Ah. I believe that I have mentioned that my preference would be for you to be a little more specific. The scholarly consensus a century ago was that the Roman tactical formation at Econmus was a direct imitation of legionary tactical formations. Eg the rear squadron was named the triarrii, which, as you are doubtless aware, is what the last line of a legion's formation was known as. The more recent sources spend a lot of ink rebutting it and I had assumed that this was what your "imitation of land tactics ..." was alluding to. OK. So you feel that I need to make more of the use of the corvus in the several major engagements preceding Econmus (especially Mylae and Sulci) and/or that I need to elaborate the extent that the corvus was old hat at Econmus, already factored into both sides' tactical plans and/or emphasise more how in spite of the Carthaginian's full appreciation of the corvus their "naval skill" approach was defeated (yet again) by the Roman's "land battle at sea" approach and/or why not long after Econmus the corvus was discarded, never to reappear, and naval conflicts reverted to the status quo ante corvus. If you would care to pick and mix which of these you were intending, I will see what I can do.
...I am ducking the issue of war aims and strategic values... and ...Carthage was trying to place its faction in control rather than actually conquer the place, but having established our point of difference, how would you feel about "More broadly both sides wished to control the city of Syracuse …"?
Battles are fought in support of strategy; they are not isolated events and that background matters. I haven't suggested 'dragging in every war involving Sicily' but a short summary provides context and makes the article a standalone piece. If you want an example, see my Battle of Seneffe.

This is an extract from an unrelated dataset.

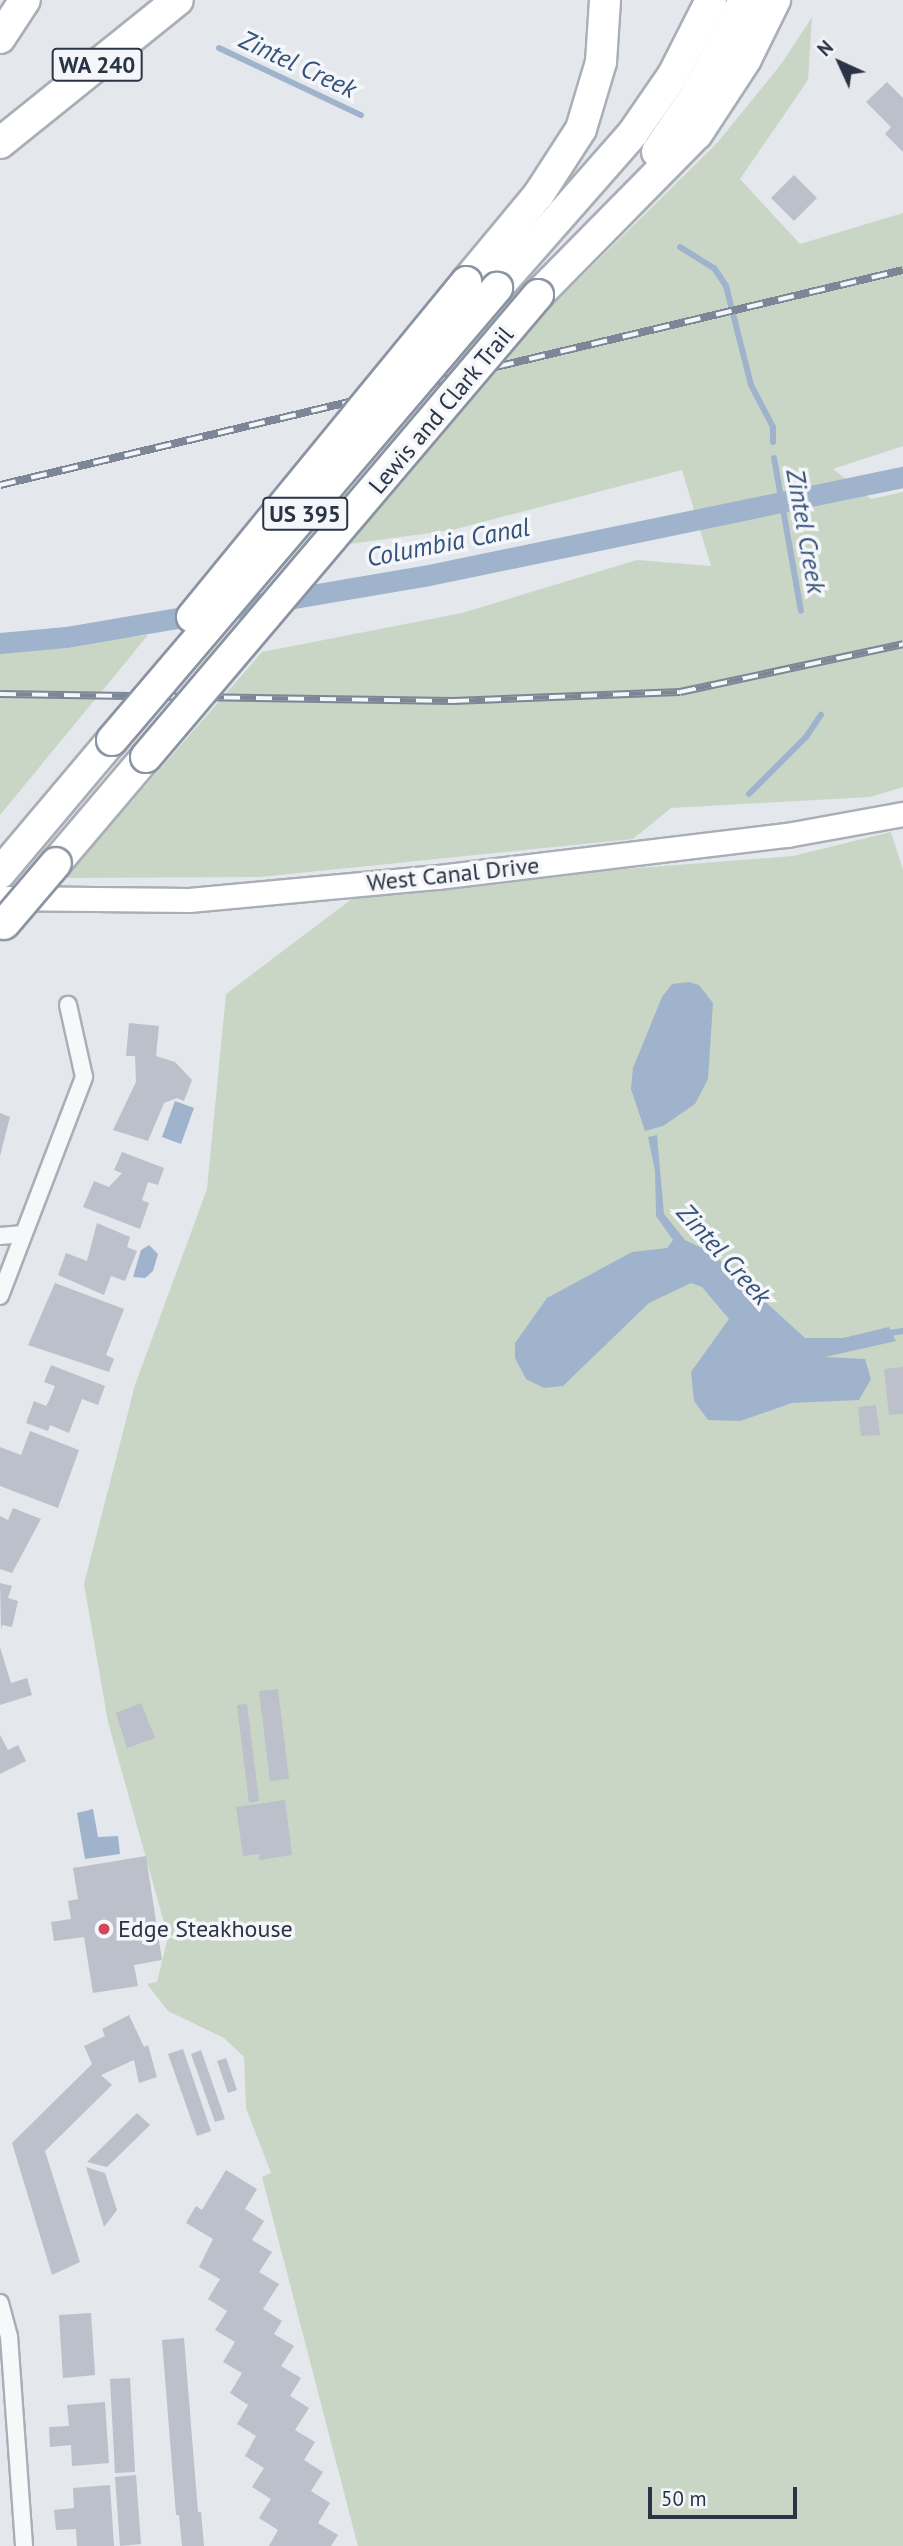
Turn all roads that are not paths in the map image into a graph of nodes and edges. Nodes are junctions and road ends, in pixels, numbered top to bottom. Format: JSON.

My problem with both sides wished to control the city of Syracuse is not because I disagree but because its a fundamental misunderstanding of the issues, why the battle was fought and why it was so significant. Syracuse was a rival to Carthaginian economic power and their control of Sicilian trade and ports. Rome aimed to conquer the whole of Sicily (their Empire was effectively a franchise operation), not just control Syracuse because their primary aim was security and expansion, not trade. Control of Sicily gave them security against a dangerous rival (that's why Hannibal had to go via the Alps), while placing them far closer to its power centre in Africa. It also allowed them to disrupt Carthaginian trading routes into the West Mediterranean (the same reason that drove Britain in the 1719 War of the Quadruple Alliance). Look at a map of Roman expansion post 250 BCE and the point becomes obvious.
Leaving all of this out misses the true significance of the battle. I'm not trying to persuade you and I'm fine with an explicit 'I don't think it matters and this is why, not 'I don't think it matters.'
Frankly, my view, and that of the sources I have consulted is that Syracuse had sod all to do with the Battle of Econmus. It was the operational stalemate in Sicily 200-300 km away, which pushed Rome to gamble on a potentially war winning strike at Carthage itself that was the strategic background. If you disagree could you provide a source; if you agree are you happy with how this aspect is currently covered, would you prefer me to reduce it, or would you prefer me to expand on it?
Green tickYPer the article; The immediate cause was control of the Sicilian town of Messana (modern Messina). More broadly both sides wished the allegiance of Syracuse, the most powerful city state on Sicily.[14] By 256 the war had grown into a struggle in which the Romans were attempting to decisively defeat the Carthaginians and, at a minimum, control the whole of Sicily.
Green tickYThat's not my wording, so I don't understand the statement Syracuse had sod all to do with the Battle of Econmus. If so, why put it in there in the first place? That's a rhetorical question, I don't need it explained.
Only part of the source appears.